Sébastien Ruffin, de l’association Premiers de cordée, insiste sur la nécessité de s’adapter en permanence au contexte et au patient. « On est à l’opposé d’une activité classique en club », développe-t-il. Il est ainsi courant de choisir des ballons en mousse et de transformer les sports collectifs en jeux de balle. « Le sport est un prétexte pour la dépense physique », selon lui.
De gros efforts d’ajustement sont nécessaires de la part des éducateurs. Mais ils se révèlent payants, particulièrement en cancérologie pédiatrique. Trois grands types de bénéfices émergent. D’abord, le sport permet de réduire les risques de récidive. La CAMI met surtout l’accent sur la lutte contre les effets secondaires des thérapies. Maintenir un dynamisme physique préserve les muscles par rapport à un alitement permanent. Or, « on sait qu’on supporte moins les traitements avec la perte de masse musculaire », indique Thomas Ginsbourger, coordinateur national de la CAMI.
Un réflexe à développer
Même sur le plan du bien-être, rester actif a un bénéfice. Moins anxieux, moins stressés, les jeunes patients affirment aussi se sentir mieux dans leur corps. « C’est un effet indirect mais majeur », aux yeux du Dr Daniel Orbach. Il y voit un outil particulièrement utile pour la réhabilitation de ses malades. En effet, quoi de mieux que de poursuivre une existence similaire à celle d'avant le cancer ? La scolarisation est un volet, l’activité physique un autre. « Récemment, on a suivi une fille qui avait passé trois semaines en chambre stérile. Pour sa première sortie, elle a passé une heure à jouer au tennis », illustre Corinne Fel. Une belle manière de revenir à la vie courante.

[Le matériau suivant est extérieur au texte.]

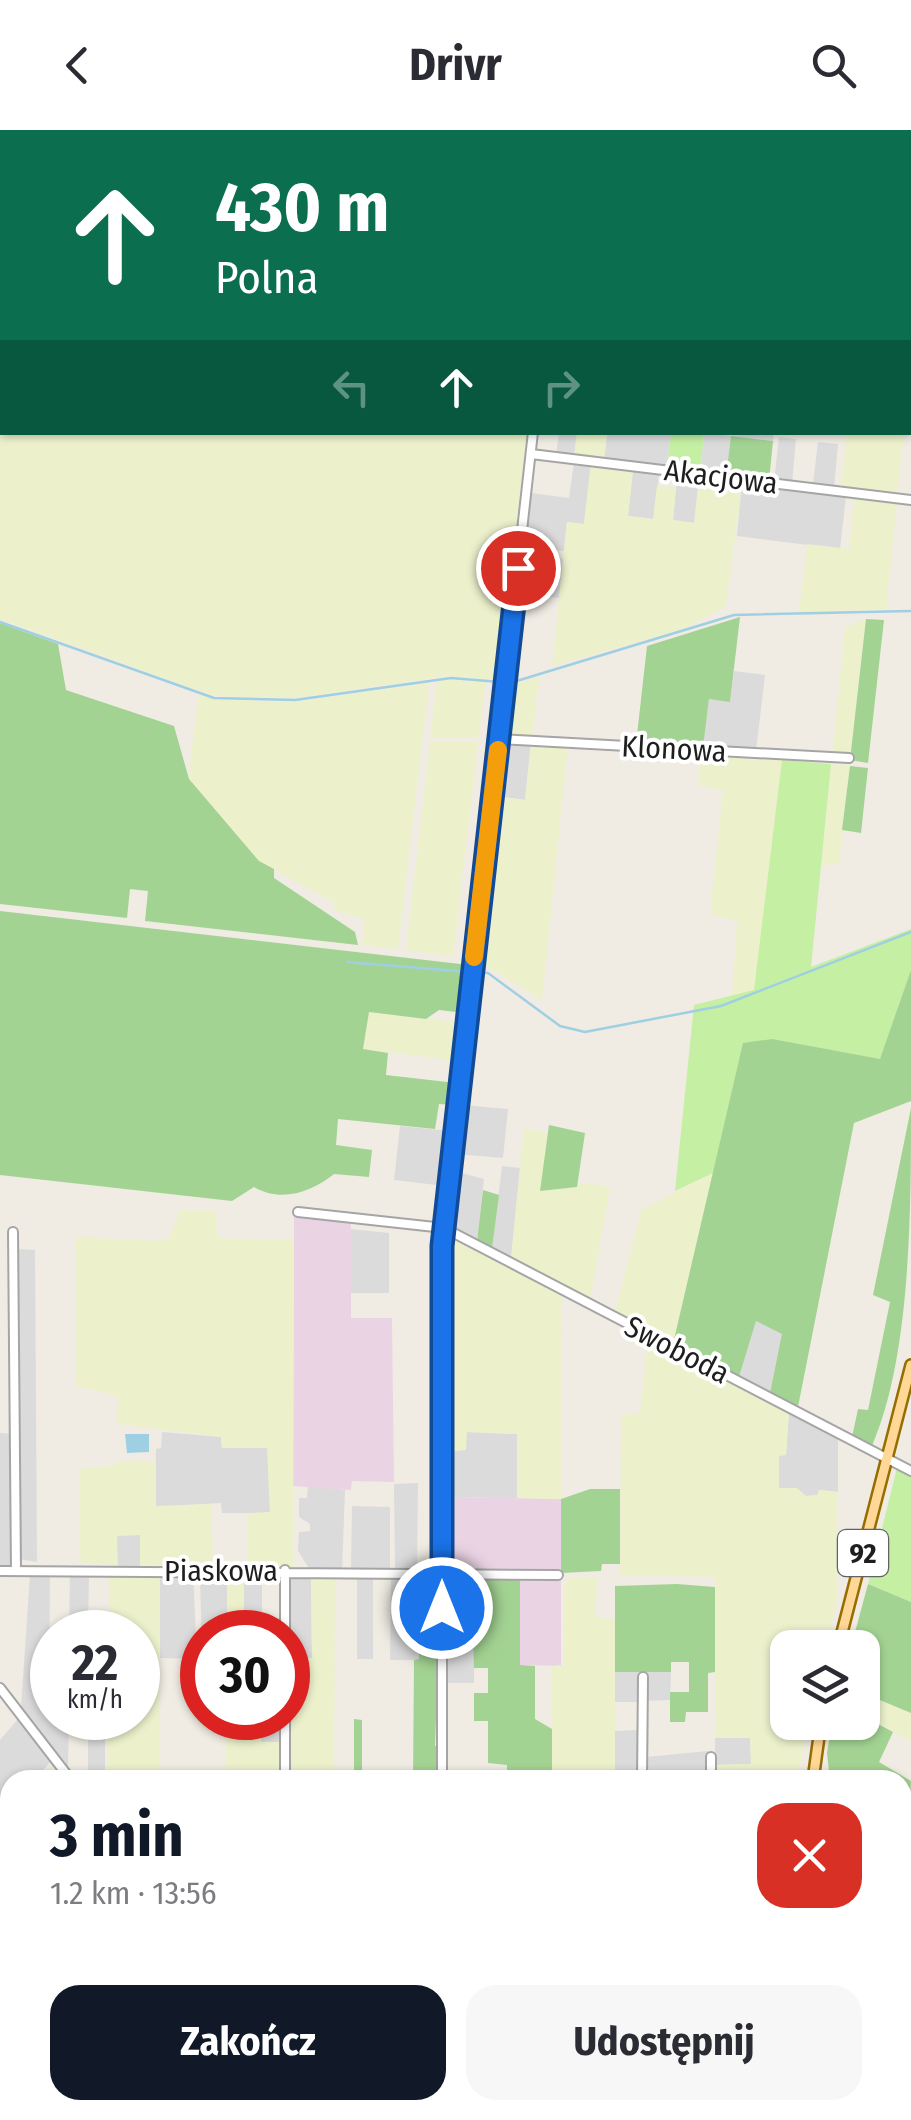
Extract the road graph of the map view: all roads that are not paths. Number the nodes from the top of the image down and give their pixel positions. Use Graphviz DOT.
graph roads {
  1 [pos="533,435"];
  2 [pos="530,454"];
  3 [pos="911,500"];
  4 [pos="499,738"];
  5 [pos="849,758"];
  6 [pos="298,1212"];
  7 [pos="444,1228"];
  8 [pos="13,1232"];
  9 [pos="911,1366"];
  10 [pos="888,1458"];
  11 [pos="911,1471"];
  12 [pos="285,1570"];
  13 [pos="0,1571"];
  14 [pos="16,1571"];
  15 [pos="442,1574"];
  16 [pos="558,1575"];
  17 [pos="285,1610"];
  18 [pos="843,1630"];
  19 [pos="642,1676"];
  20 [pos="0,1688"];
  21 [pos="285,1740"];
  22 [pos="819,1740"];
  23 [pos="711,1757"];
  24 [pos="63,1770"];
  25 [pos="285,1770"];
  26 [pos="442,1770"];
  27 [pos="642,1770"];
  28 [pos="711,1770"];
  29 [pos="814,1770"];
  1 -- 2 [label="street"];
  2 -- 3 [label="street, Akacjowa"];
  2 -- 4 [label="street"];
  4 -- 5 [label="street, Klonowa"];
  4 -- 7 [label="street"];
  6 -- 7 [label="street"];
  7 -- 10 [label="street, Swoboda"];
  7 -- 15 [label="street"];
  8 -- 14 [label="street"];
  9 -- 10 [label="main road, 92"];
  10 -- 11 [label="street, Swoboda"];
  10 -- 18 [label="main road, 92"];
  12 -- 14 [label="street, Piaskowa"];
  12 -- 15 [label="street, Piaskowa"];
  12 -- 17 [label="street"];
  13 -- 14 [label="street, Piaskowa"];
  15 -- 16 [label="street, Piaskowa"];
  15 -- 26 [label="street"];
  19 -- 27 [label="street"];
  20 -- 24 [label="street"];
  21 -- 25 [label="street"];
  22 -- 29 [label="main road"];
  23 -- 28 [label="street"];
}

Une littérature plus tiède
La littérature scientifique n'est pas tout à fait unanime concernant les bénéfices de l'activité physique chez les patients. Si les revues d’études affirment toutes que l’approche est sûre et efficace, même en phase aiguë de traitement, elles se montrent plus tièdes sur les effets concrets. Une revue Cochrane estime que les résultats ne sont pas assez convaincants pour l’heure, en raison de faibles échantillons. Elle reconnaît tout de même un impact positif sur la souplesse des enfants, leurs capacités cardiorespiratoires, leur tonicité musculaire et sur la qualité de vie globale.
Mais faire entrer le sport dans les services d’oncologie pédiatrique est un réflexe encore rare. « Le principal écueil, ce sont les financements », déplore Thomas Ginsbourger. La CAMI tente de développer des partenariats pour parvenir à installer d’autres permanences. En 2015, la fédération a accompagné 41 jeunes patients, principalement âgés de 11 à 15 ans. Elle espère en intégrer davantage en cette année 2016.